[Dataset records]
:::::

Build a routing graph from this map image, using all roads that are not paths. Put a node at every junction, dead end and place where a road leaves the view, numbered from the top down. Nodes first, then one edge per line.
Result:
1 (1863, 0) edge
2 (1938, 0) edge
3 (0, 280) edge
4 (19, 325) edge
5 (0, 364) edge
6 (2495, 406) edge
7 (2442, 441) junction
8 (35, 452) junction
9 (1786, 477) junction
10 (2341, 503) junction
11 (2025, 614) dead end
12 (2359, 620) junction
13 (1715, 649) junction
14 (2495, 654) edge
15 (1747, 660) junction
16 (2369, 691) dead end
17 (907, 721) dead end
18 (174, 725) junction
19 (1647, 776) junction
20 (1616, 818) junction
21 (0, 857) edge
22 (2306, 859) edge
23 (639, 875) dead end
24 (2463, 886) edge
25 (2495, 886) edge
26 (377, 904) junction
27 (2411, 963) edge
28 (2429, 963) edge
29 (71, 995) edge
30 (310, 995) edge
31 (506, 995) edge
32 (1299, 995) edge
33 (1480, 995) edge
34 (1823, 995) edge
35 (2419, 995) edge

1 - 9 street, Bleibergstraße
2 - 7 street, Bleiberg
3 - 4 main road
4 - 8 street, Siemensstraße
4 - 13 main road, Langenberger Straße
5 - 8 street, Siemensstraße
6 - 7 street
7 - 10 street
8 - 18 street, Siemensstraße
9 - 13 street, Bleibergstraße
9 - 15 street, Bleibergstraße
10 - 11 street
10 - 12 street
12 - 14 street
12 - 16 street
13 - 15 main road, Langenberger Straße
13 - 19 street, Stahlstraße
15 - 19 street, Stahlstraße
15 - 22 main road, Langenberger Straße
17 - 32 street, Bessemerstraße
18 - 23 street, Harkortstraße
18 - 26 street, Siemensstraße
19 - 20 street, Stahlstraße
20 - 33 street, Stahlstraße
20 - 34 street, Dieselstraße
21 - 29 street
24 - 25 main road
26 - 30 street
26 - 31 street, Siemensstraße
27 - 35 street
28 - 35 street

:::::

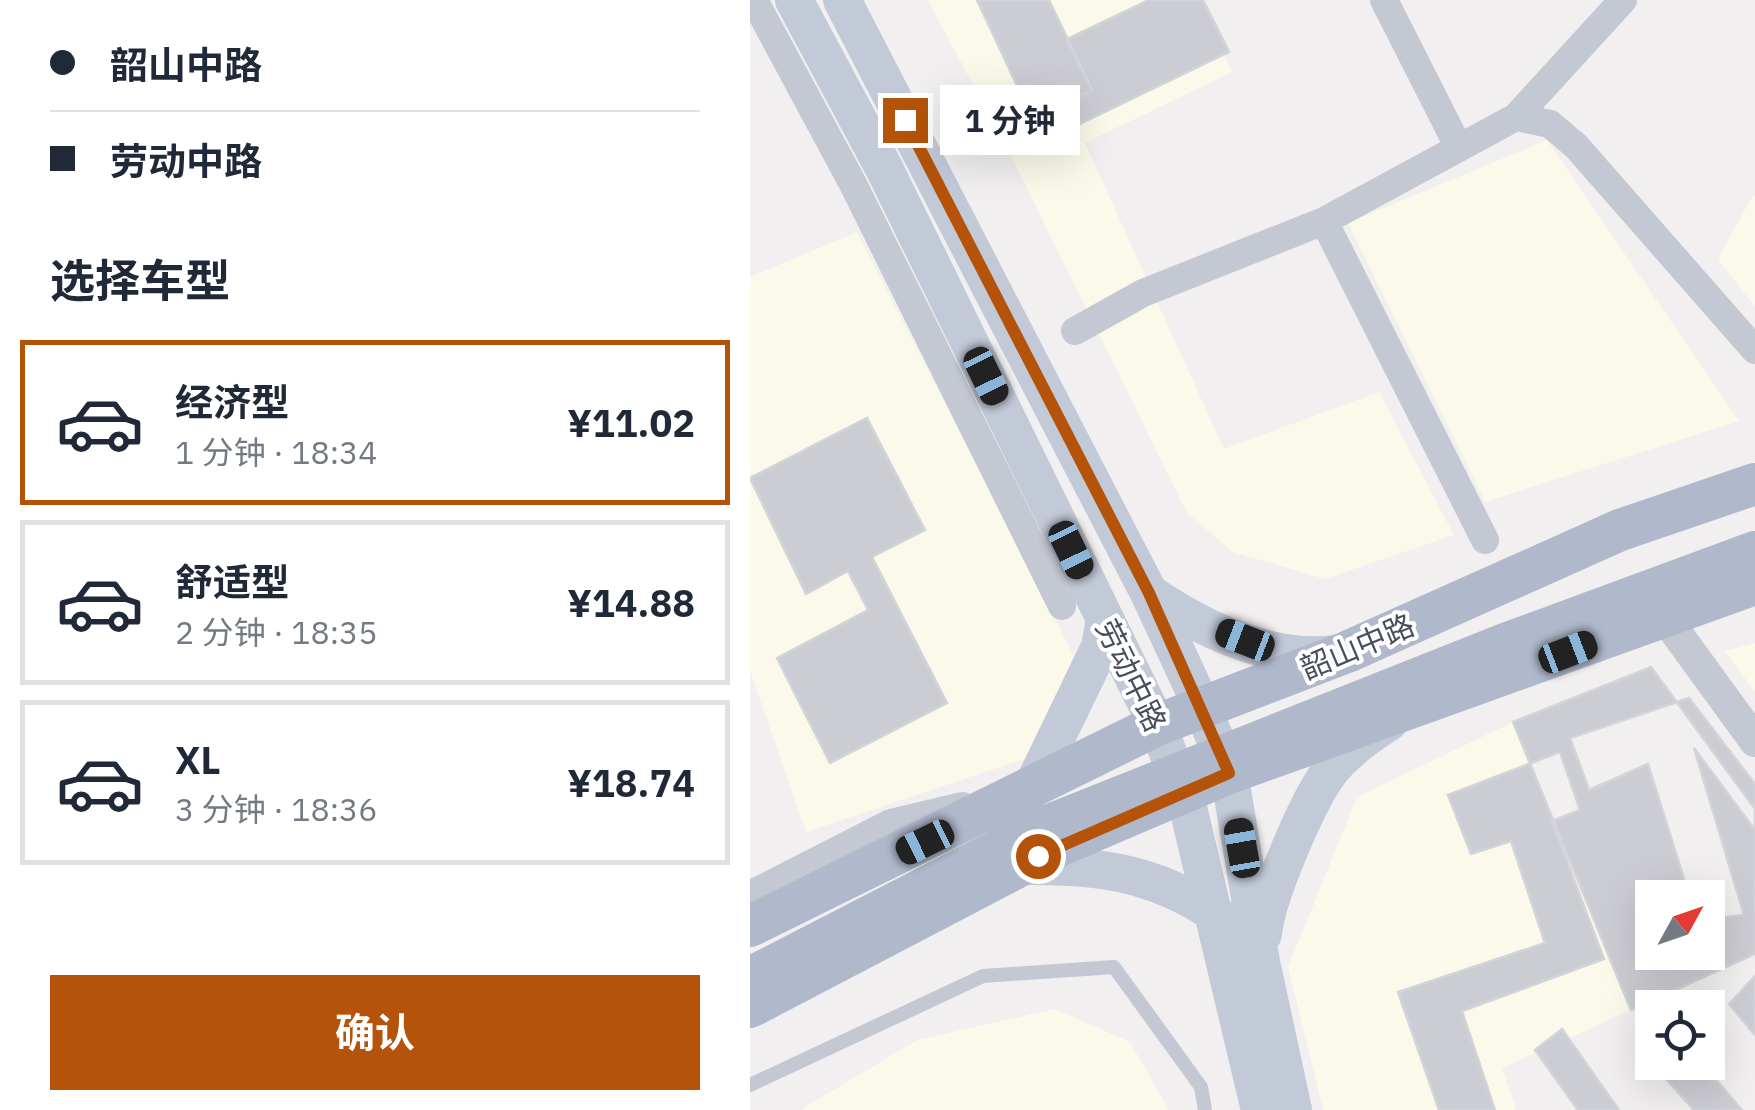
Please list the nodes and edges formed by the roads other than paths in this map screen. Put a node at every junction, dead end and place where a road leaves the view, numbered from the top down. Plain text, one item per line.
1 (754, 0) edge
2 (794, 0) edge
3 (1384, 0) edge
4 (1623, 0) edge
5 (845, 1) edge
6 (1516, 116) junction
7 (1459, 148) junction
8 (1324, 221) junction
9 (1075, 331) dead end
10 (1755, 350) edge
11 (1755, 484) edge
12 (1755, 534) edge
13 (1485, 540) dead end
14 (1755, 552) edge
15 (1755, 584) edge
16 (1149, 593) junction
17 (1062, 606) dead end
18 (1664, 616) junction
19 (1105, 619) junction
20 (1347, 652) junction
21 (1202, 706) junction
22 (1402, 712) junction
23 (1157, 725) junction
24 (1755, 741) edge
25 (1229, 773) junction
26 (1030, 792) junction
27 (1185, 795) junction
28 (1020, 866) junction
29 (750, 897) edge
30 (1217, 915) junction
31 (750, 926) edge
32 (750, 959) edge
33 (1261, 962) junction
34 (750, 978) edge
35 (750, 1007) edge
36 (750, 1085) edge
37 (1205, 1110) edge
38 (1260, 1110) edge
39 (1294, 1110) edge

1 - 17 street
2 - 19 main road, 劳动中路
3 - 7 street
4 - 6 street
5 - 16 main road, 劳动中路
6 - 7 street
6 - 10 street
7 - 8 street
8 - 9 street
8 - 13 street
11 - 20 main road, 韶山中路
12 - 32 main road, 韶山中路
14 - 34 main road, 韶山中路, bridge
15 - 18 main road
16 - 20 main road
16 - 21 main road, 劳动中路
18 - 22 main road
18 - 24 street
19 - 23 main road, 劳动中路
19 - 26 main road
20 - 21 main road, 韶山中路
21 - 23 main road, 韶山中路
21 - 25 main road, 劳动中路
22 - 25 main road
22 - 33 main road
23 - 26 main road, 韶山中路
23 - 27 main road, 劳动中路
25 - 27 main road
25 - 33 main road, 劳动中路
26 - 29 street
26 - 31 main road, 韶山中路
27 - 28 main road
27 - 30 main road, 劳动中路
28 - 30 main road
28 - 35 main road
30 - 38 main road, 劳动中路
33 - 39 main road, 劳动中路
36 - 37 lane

:::::

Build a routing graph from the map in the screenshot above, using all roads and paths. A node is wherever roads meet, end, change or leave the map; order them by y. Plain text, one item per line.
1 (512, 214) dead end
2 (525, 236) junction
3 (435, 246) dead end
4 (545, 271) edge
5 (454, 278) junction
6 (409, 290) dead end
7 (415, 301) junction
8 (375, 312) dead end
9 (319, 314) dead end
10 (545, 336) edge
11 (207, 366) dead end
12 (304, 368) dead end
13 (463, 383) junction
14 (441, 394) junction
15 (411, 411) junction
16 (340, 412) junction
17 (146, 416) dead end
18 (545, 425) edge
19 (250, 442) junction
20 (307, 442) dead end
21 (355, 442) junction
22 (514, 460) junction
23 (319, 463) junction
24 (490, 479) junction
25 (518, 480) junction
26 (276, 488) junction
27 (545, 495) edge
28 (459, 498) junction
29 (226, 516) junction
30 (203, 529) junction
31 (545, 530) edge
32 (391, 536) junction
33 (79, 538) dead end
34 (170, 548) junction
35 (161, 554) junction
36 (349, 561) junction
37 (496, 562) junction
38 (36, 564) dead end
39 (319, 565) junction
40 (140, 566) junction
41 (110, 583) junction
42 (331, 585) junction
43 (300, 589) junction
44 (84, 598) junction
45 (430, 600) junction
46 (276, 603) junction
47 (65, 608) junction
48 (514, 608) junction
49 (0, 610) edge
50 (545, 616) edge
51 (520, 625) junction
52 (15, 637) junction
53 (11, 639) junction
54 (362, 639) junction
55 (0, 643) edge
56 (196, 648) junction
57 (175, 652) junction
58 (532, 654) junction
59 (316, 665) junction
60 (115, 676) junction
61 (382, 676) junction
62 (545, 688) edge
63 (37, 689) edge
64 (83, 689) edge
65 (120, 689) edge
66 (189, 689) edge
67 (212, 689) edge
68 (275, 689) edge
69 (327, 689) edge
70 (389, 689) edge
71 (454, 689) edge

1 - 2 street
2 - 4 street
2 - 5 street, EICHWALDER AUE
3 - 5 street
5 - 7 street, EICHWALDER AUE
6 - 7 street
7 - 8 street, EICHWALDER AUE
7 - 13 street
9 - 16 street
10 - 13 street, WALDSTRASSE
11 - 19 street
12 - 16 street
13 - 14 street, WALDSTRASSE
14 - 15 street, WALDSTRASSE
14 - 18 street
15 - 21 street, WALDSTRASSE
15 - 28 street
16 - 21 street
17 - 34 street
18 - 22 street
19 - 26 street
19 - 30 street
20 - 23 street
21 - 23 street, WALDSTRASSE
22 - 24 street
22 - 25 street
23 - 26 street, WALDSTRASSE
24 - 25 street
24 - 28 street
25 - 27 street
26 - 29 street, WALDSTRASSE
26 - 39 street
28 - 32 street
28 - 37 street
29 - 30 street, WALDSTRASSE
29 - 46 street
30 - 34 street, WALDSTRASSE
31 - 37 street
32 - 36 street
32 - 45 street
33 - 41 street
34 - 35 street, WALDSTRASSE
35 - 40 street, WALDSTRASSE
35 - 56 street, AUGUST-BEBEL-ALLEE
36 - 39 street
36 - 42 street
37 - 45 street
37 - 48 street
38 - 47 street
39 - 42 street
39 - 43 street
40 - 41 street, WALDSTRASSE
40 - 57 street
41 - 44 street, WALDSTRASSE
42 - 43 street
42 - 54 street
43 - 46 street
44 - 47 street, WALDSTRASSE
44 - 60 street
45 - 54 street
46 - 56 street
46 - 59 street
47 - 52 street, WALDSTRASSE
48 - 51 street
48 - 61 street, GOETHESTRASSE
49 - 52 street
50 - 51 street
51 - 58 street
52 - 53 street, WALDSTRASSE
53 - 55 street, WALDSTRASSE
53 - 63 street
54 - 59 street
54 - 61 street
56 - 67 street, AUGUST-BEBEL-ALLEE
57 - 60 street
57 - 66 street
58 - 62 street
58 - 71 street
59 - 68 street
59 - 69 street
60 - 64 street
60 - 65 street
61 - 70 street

:::::

» Exercise description
I need each line of the entries that holds the string "from" located and copied.

» Written solution
Build a routing graph from this map image, using all roads that are not paths. Put a node at every junction, dead end and place where a road leaves the view, numbered from the top down. Nodes first, then one edge per line.
Please list the nodes and edges formed by the roads other than paths in this map screen. Put a node at every junction, dead end and place where a road leaves the view, numbered from the top down. Plain text, one item per line.
Build a routing graph from the map in the screenshot above, using all roads and paths. A node is wherever roads meet, end, change or leave the map; order them by y. Plain text, one item per line.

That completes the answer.